Character Types in C

There are char, signed char, and unsigned char as character types

The implementation defines char to have the same behavior as either signed char or unsigned char

  • Check the <limits.h> file, if CHAR_MIN is 0, it is unsigned, otherwise signed.

All char types are 1 byte, no issues with ordering bytes

ASCII Encoding

ASCII is a codebook that maps bit patterns 0x00 through 0x7F to control characters and printable characters.
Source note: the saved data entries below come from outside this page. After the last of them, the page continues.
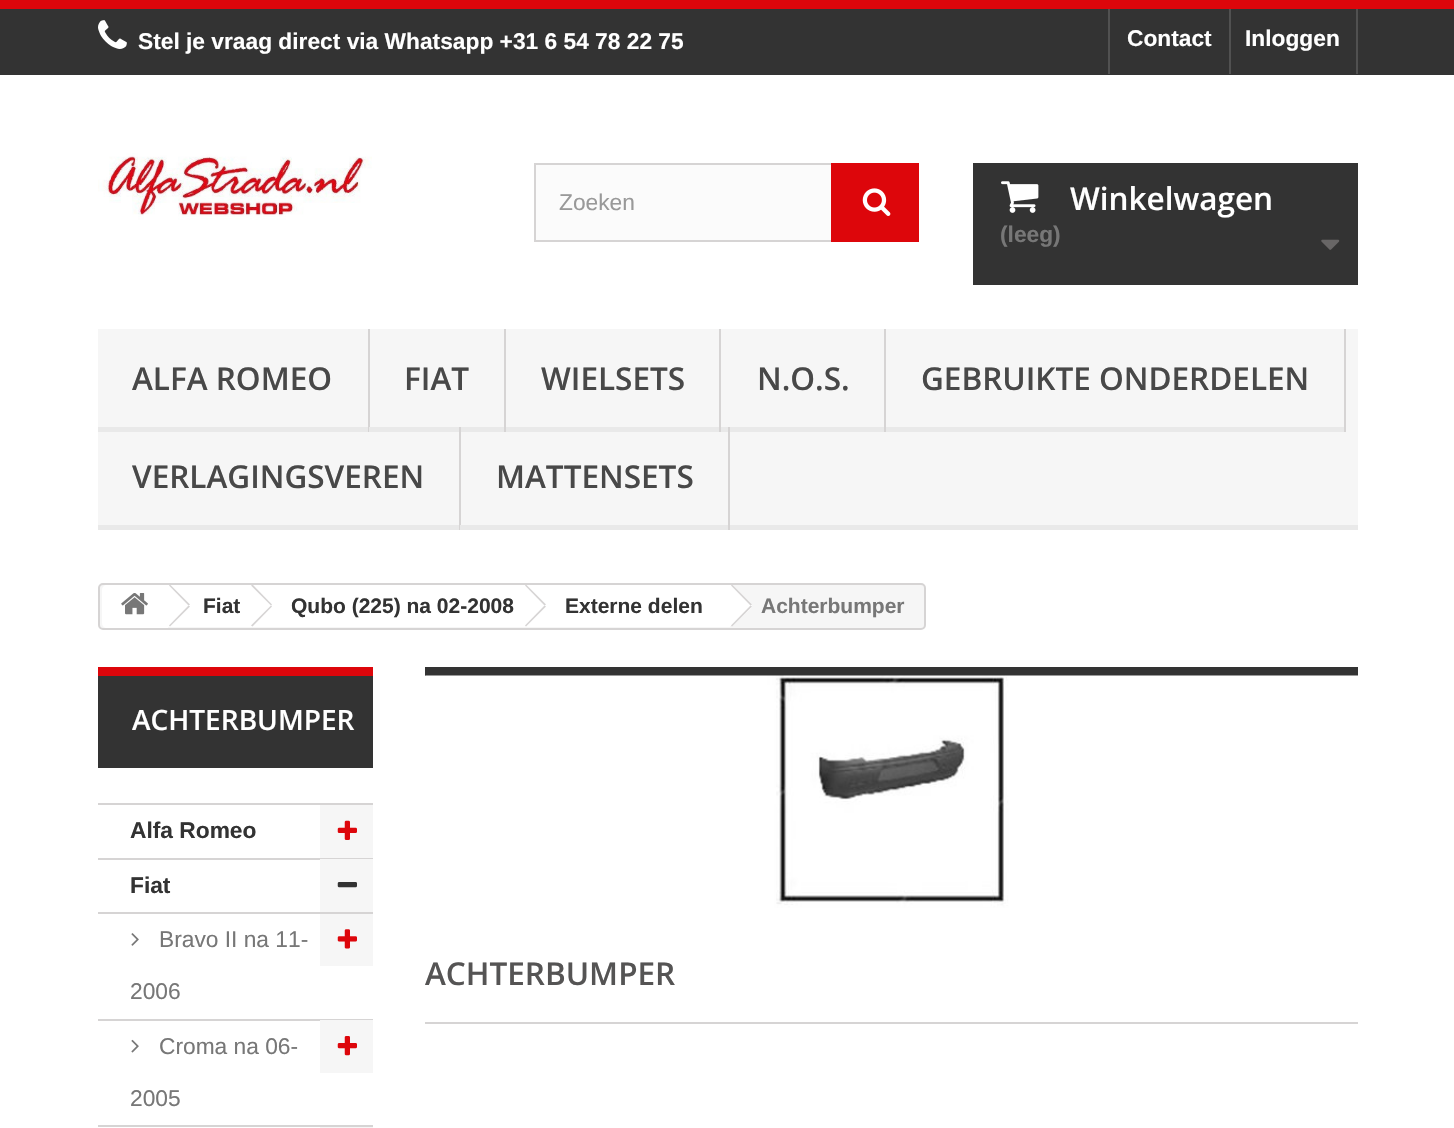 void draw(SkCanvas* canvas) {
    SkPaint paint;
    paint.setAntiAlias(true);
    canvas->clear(0xFFFFFFFF);
    paint.setColor(0xFF333333);
    canvas->drawRect(SkRect::MakeXYWH(0, 9, 1454, 66), paint);
    paint.setColor(0xFFDD060B);
    canvas->drawRect(SkRect::MakeXYWH(0, 0, 1454, 9), paint);
    canvas->drawImageRect(SkImages::DeferredFromEncodedData(SkData::MakeFromFileName("img1.png")), SkRect::MakeXYWH(98, 20, 29, 29), SkSamplingOptions());
    SkFont font1(fontMgr->matchFamilyStyle("Liberation Sans", SkFontStyle::Bold()), 22.75f);
    font1.setSubpixel(true);
    paint.setColor(0xFFFFFFFF);
    canvas->drawString("Stel je vraag direct via Whatsapp +31 6 54 78 22 75", 138, 49, font1, paint);
    paint.setColor(0xFF515151);
    canvas->drawRect(SkRect::MakeXYWH(1108, 9, 2, 65), paint);
    paint.setColor(0xFFFFFFFF);
    canvas->drawString("Contact", 1127, 46, font1, paint);
    paint.setColor(0xFF515151);
    canvas->drawRect(SkRect::MakeXYWH(1356, 9, 2, 65), paint);
    canvas->drawRect(SkRect::MakeXYWH(1229, 9, 2, 65), paint);
    paint.setColor(0xFFFFFFFF);
    canvas->drawString("Inloggen", 1245, 46, font1, paint);
    canvas->drawImageRect(SkImages::DeferredFromEncodedData(SkData::MakeFromFileName("img2.png")), SkRect::MakeXYWH(98, 153, 274, 67), SkSamplingOptions());
    paint.setColor(0xFFFBFBFB);
    canvas->drawRect(SkRect::MakeXYWH(536, 165, 295, 75), paint);
    paint.setStyle(SkPaint::kStroke_Style);
    paint.setStrokeWidth(2);
    paint.setColor(0xFFD6D4D4);
    canvas->drawRect(SkRect::MakeXYWH(535, 164, 383, 77), paint);
    SkFont font2(fontMgr->matchFamilyStyle("Liberation Sans", SkFontStyle::Normal()), 22.75f);
    font2.setSubpixel(true);
    paint.setStyle(SkPaint::kFill_Style);
    paint.setColor(0xFF999999);
    canvas->drawString("Zoeken", 559, 210, font2, paint);
    paint.setColor(0xFFDD060B);
    canvas->drawRect(SkRect::MakeXYWH(831, 163, 88, 79), paint);
    canvas->drawImageRect(SkImages::DeferredFromEncodedData(SkData::MakeFromFileName("img3.png")), SkRect::MakeXYWH(862, 188, 29, 28), SkSamplingOptions());
    paint.setColor(0xFF333333);
    canvas->drawRect(SkRect::MakeXYWH(973, 163, 385, 122), paint);
    canvas->drawImageRect(SkImages::DeferredFromEncodedData(SkData::MakeFromFileName("img4.png")), SkRect::MakeXYWH(1001, 181, 38, 32), SkSamplingOptions());
    SkFont font3(fontMgr->matchFamilyStyle("Open Sans", SkFontStyle(600, SkFontStyle::kNormal_Width, SkFontStyle::kUpright_Slant)), 31.5f);
    font3.setSubpixel(true);
    paint.setColor(0xFFFFFFFF);
    canvas->drawString("Winkelwagen", 1070, 210, font3, paint);
    paint.setColor(0xFF777777);
    canvas->drawString("(leeg)", 1000, 242, font1, paint);
    canvas->drawImageRect(SkImages::DeferredFromEncodedData(SkData::MakeFromFileName("img5.png")), SkRect::MakeXYWH(1321, 239, 19, 11), SkSamplingOptions());
    paint.setColor(0xFFF6F6F6);
    canvas->drawRect(SkRect::MakeXYWH(98, 329, 1260, 196), paint);
    paint.setColor(0xFFE9E9E9);
    canvas->drawRect(SkRect::MakeXYWH(98, 525, 1260, 5), paint);
    paint.setColor(0xFFD6D4D4);
    canvas->drawRect(SkRect::MakeXYWH(368, 329, 2, 103), paint);
    paint.setColor(0xFFE9E9E9);
    canvas->drawRect(SkRect::MakeXYWH(98, 427, 270, 5), paint);
    paint.setColor(0xFF484848);
    canvas->drawString("ALFA ROMEO", 132, 390, font3, paint);
    paint.setColor(0xFFD6D4D4);
    canvas->drawRect(SkRect::MakeXYWH(504, 329, 2, 103), paint);
    paint.setColor(0xFFE9E9E9);
    canvas->drawRect(SkRect::MakeXYWH(369, 427, 135, 5), paint);
    paint.setColor(0xFF484848);
    canvas->drawString("FIAT", 404, 390, font3, paint);
    paint.setColor(0xFFD6D4D4);
    canvas->drawRect(SkRect::MakeXYWH(719, 329, 2, 103), paint);
    paint.setColor(0xFFE9E9E9);
    canvas->drawRect(SkRect::MakeXYWH(506, 427, 213, 5), paint);
    paint.setColor(0xFF484848);
    canvas->drawString("WIELSETS", 541, 390, font3, paint);
    paint.setColor(0xFFD6D4D4);
    canvas->drawRect(SkRect::MakeXYWH(884, 329, 2, 103), paint);
    paint.setColor(0xFFE9E9E9);
    canvas->drawRect(SkRect::MakeXYWH(721, 427, 163, 5), paint);
    paint.setColor(0xFF484848);
    canvas->drawString("N.O.S.", 757, 390, font3, paint);
    paint.setColor(0xFFD6D4D4);
    canvas->drawRect(SkRect::MakeXYWH(1344, 329, 2, 103), paint);
    paint.setColor(0xFFE9E9E9);
    canvas->drawRect(SkRect::MakeXYWH(886, 427, 458, 5), paint);
    paint.setColor(0xFF484848);
    canvas->drawString("GEBRUIKTE ONDERDELEN", 921, 390, font3, paint);
    paint.setColor(0xFFD6D4D4);
    canvas->drawRect(SkRect::MakeXYWH(459, 427, 2, 103), paint);
    paint.setColor(0xFF484848);
    canvas->drawString("VERLAGINGSVEREN", 132, 488, font3, paint);
    paint.setColor(0xFFD6D4D4);
    canvas->drawRect(SkRect::MakeXYWH(728, 427, 2, 103), paint);
    paint.setColor(0xFFE9E9E9);
    canvas->drawRect(SkRect::MakeXYWH(460, 525, 1, 5), paint);
    paint.setColor(0xFF484848);
    canvas->drawString("MATTENSETS", 496, 488, font3, paint);
    paint.setColor(0xFFF6F6F6);
    canvas->drawRoundRect(SkRect::MakeXYWH(99, 584, 826, 45), 4, 4, paint);
    paint.setStyle(SkPaint::kStroke_Style);
    paint.setColor(0xFFD6D4D4);
    canvas->drawRoundRect(SkRect::MakeXYWH(99, 584, 826, 45), 4, 4, paint);
    paint.setStyle(SkPaint::kFill_Style);
    paint.setColor(0xFFFFFFFF);
    canvas->drawPath(SkPathBuilder().moveTo(107, 585).lineTo(168, 585).lineTo(168, 628).lineTo(107, 628).cubicTo(104, 628, 102, 626, 102, 623).lineTo(102, 590).cubicTo(102, 587, 104, 585, 107, 585).close().detach(), paint);
    canvas->drawImageRect(SkImages::DeferredFromEncodedData(SkData::MakeFromFileName("img6.png")), SkRect::MakeXYWH(121, 593, 27, 22), SkSamplingOptions());
    canvas->drawRect(SkRect::MakeXYWH(168, 585, 86, 42), paint);
    paint.setColor(0xFFD6D4D4);
    canvas->drawPath(SkPathBuilder().moveTo(170, 584.5f).lineTo(190, 604.5f).lineTo(188.5f, 605.5f).lineTo(169, 585.5f).close().detach(), paint);
    canvas->drawPath(SkPathBuilder().moveTo(188.5f, 605.5f).lineTo(190, 606.5f).lineTo(170, 626.5f).lineTo(169, 625.5f).close().detach(), paint);
    SkFont font4(fontMgr->matchFamilyStyle("Liberation Sans", SkFontStyle::Bold()), 21);
    font4.setSubpixel(true);
    paint.setColor(0xFF333333);
    canvas->drawString("Fiat", 203, 613, font4, paint);
    paint.setColor(0xFFFFFFFF);
    canvas->drawPath(SkPathBuilder().moveTo(271, 586).lineTo(270, 585).lineTo(267, 585).lineTo(249, 603).lineTo(248, 606).cubicTo(248, 609, 255, 614, 258, 616).cubicTo(259, 618, 267, 628, 270, 626).lineTo(285, 611).cubicTo(287, 609, 292, 605, 288, 603).close().detach(), paint);
    canvas->drawRect(SkRect::MakeXYWH(254, 585, 273, 42), paint);
    paint.setColor(0xFFD6D4D4);
    canvas->drawPath(SkPathBuilder().moveTo(253, 585).lineTo(272, 604.5f).lineTo(271, 605.5f).lineTo(251, 585.5f).lineTo(252, 585).close().detach(), paint);
    canvas->drawPath(SkPathBuilder().moveTo(271, 605.5f).lineTo(272, 606.5f).lineTo(252.5f, 626.5f).lineTo(251, 625.5f).close().detach(), paint);
    paint.setColor(0xFF333333);
    canvas->drawString("Qubo (225) na 02-2008", 291, 613, font4, paint);
    paint.setColor(0xFFFFFFFF);
    canvas->drawPath(SkPathBuilder().moveTo(545, 586).lineTo(544, 585).lineTo(541, 585).lineTo(522, 604).cubicTo(521, 605, 521, 606, 522, 607).lineTo(541, 626).lineTo(542, 626).cubicTo(545, 626, 554, 616, 556, 614).cubicTo(558, 612, 567, 606, 562, 603).close().detach(), paint);
    canvas->drawRect(SkRect::MakeXYWH(527, 585, 203, 42), paint);
    paint.setColor(0xFFD6D4D4);
    canvas->drawPath(SkPathBuilder().moveTo(526, 584.5f).lineTo(546, 604.5f).lineTo(544.5f, 605.5f).lineTo(525, 585.5f).close().detach(), paint);
    canvas->drawPath(SkPathBuilder().moveTo(544.5f, 605.5f).lineTo(546, 606.5f).lineTo(526, 626.5f).lineTo(525, 625.5f).close().detach(), paint);
    paint.setColor(0xFF333333);
    canvas->drawString("Externe delen", 565, 613, font4, paint);
    paint.setColor(0xFFFFFFFF);
    canvas->drawPath(SkPathBuilder().moveTo(733, 586).lineTo(732, 585).lineTo(729, 585).lineTo(717, 597).cubicTo(706, 608, 709, 606, 720, 616).lineTo(725, 622).cubicTo(728, 625, 730, 628, 733, 625).lineTo(745, 614).cubicTo(747, 612, 755, 607, 751, 603).close().detach(), paint);
    paint.setColor(0xFFD6D4D4);
    canvas->drawPath(SkPathBuilder().moveTo(732, 584.5f).lineTo(752, 604.5f).lineTo(750.5f, 605.5f).lineTo(731, 585.5f).close().detach(), paint);
    canvas->drawPath(SkPathBuilder().moveTo(750.5f, 605.5f).lineTo(752, 606.5f).lineTo(732, 626.5f).lineTo(731, 625.5f).close().detach(), paint);
    paint.setColor(0xFF777777);
    canvas->drawString("Achterbumper", 761, 613, font4, paint);
    paint.setColor(0xFF333333);
    canvas->drawRect(SkRect::MakeXYWH(98, 676, 275, 92), paint);
    paint.setColor(0xFFDD060B);
    canvas->drawRect(SkRect::MakeXYWH(98, 667, 275, 9), paint);
    SkFont font5(fontMgr->matchFamilyStyle("Open Sans", SkFontStyle(600, SkFontStyle::kNormal_Width, SkFontStyle::kUpright_Slant)), 28);
    font5.setSubpixel(true);
    paint.setColor(0xFFFFFFFF);
    canvas->drawString("ACHTERBUMPER", 132, 730, font5, paint);
    paint.setColor(0xFFD6D4D4);
    canvas->drawRect(SkRect::MakeXYWH(98, 803, 275, 2), paint);
    canvas->drawRect(SkRect::MakeXYWH(98, 858, 275, 2), paint);
    paint.setColor(0xFF333333);
    canvas->drawString("Alfa Romeo", 130, 838, font1, paint);
    paint.setColor(0xFFF6F6F6);
    canvas->drawRect(SkRect::MakeXYWH(320, 805, 53, 53), paint);
    canvas->drawImageRect(SkImages::DeferredFromEncodedData(SkData::MakeFromFileName("img7.png")), SkRect::MakeXYWH(337, 820, 20, 20), SkSamplingOptions());
    paint.setColor(0xFFD6D4D4);
    canvas->drawRect(SkRect::MakeXYWH(98, 912, 275, 2), paint);
    paint.setColor(0xFF333333);
    canvas->drawString("Fiat", 130, 893, font1, paint);
    paint.setColor(0xFFF6F6F6);
    canvas->drawRect(SkRect::MakeXYWH(320, 859, 53, 53), paint);
    canvas->drawImageRect(SkImages::DeferredFromEncodedData(SkData::MakeFromFileName("img8.png")), SkRect::MakeXYWH(337, 882, 20, 6), SkSamplingOptions());
    paint.setColor(0xFFD6D4D4);
    canvas->drawRect(SkRect::MakeXYWH(98, 1019, 275, 2), paint);
    canvas->drawImageRect(SkImages::DeferredFromEncodedData(SkData::MakeFromFileName("img9.png")), SkRect::MakeXYWH(131, 933, 8, 13), SkSamplingOptions());
    paint.setColor(0xFF777777);
    canvas->drawString("Bravo II na 11-", 159, 947, font2, paint);
    canvas->drawString("2006", 130, 999, font2, paint);
    paint.setColor(0xFFF6F6F6);
    canvas->drawRect(SkRect::MakeXYWH(320, 914, 53, 52), paint);
    canvas->drawImageRect(SkImages::DeferredFromEncodedData(SkData::MakeFromFileName("img10.png")), SkRect::MakeXYWH(337, 929, 20, 20), SkSamplingOptions());
    paint.setColor(0xFFD6D4D4);
    canvas->drawRect(SkRect::MakeXYWH(98, 1125, 275, 2), paint);
    canvas->drawImageRect(SkImages::DeferredFromEncodedData(SkData::MakeFromFileName("img11.png")), SkRect::MakeXYWH(131, 1039, 8, 14), SkSamplingOptions());
    paint.setColor(0xFF777777);
    canvas->drawString("Croma na 06-", 159, 1054, font2, paint);
    canvas->drawString("2005", 130, 1106, font2, paint);
    paint.setColor(0xFFF6F6F6);
    canvas->drawRect(SkRect::MakeXYWH(320, 1020, 53, 53), paint);
    canvas->drawImageRect(SkImages::DeferredFromEncodedData(SkData::MakeFromFileName("img12.png")), SkRect::MakeXYWH(337, 1036, 20, 20), SkSamplingOptions());
    canvas->drawRect(SkRect::MakeXYWH(320, 1127, 53, 1), paint);
    paint.setColor(0xFF333333);
    canvas->drawRect(SkRect::MakeXYWH(425, 667, 933, 9), paint);
    canvas->drawImageRect(SkImages::DeferredFromEncodedData(SkData::MakeFromFileName("img13.png")), SkRect::MakeXYWH(425, 675, 933, 233), SkSamplingOptions());
    paint.setColor(0xFFD6D4D4);
    canvas->drawRect(SkRect::MakeXYWH(425, 1022, 933, 2), paint);
    paint.setColor(0xFF555454);
    canvas->drawString("ACHTERBUMPER", 425, 985, font3, paint);
}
  • Range is known as the codespace
  • Each pattern is called a code point
  • ASCII encodes 128 values (MSB always 0)

Important codes:

  • Ox00 or \0 for NUL (not to be confused with the NULL pointer, which is word size length), this is 1 byte
  • 0x20 for ’ ’ (whitespace)
  • 0x7F for DEL

Codebook

Operations on Characters

Characters are literally just integer types, so you can perform arithmetic operations on them.

Example: atoi()

atoi() is part of the standard C library, and provides a way of converting ASCII to Integer (hence the a-to-i name).

atoi("429") would return 429

int atoi(const char[s]) { // const tells us the parameter array cannot change
	int retval = 0;
	for(int i = 0; s[i] != '\0'; i++) {
		retval *= 10;
		retval += s[i]-'0';
	}
	return retval;
}

Other representations

There are other representations for characters as well, namely Unicode.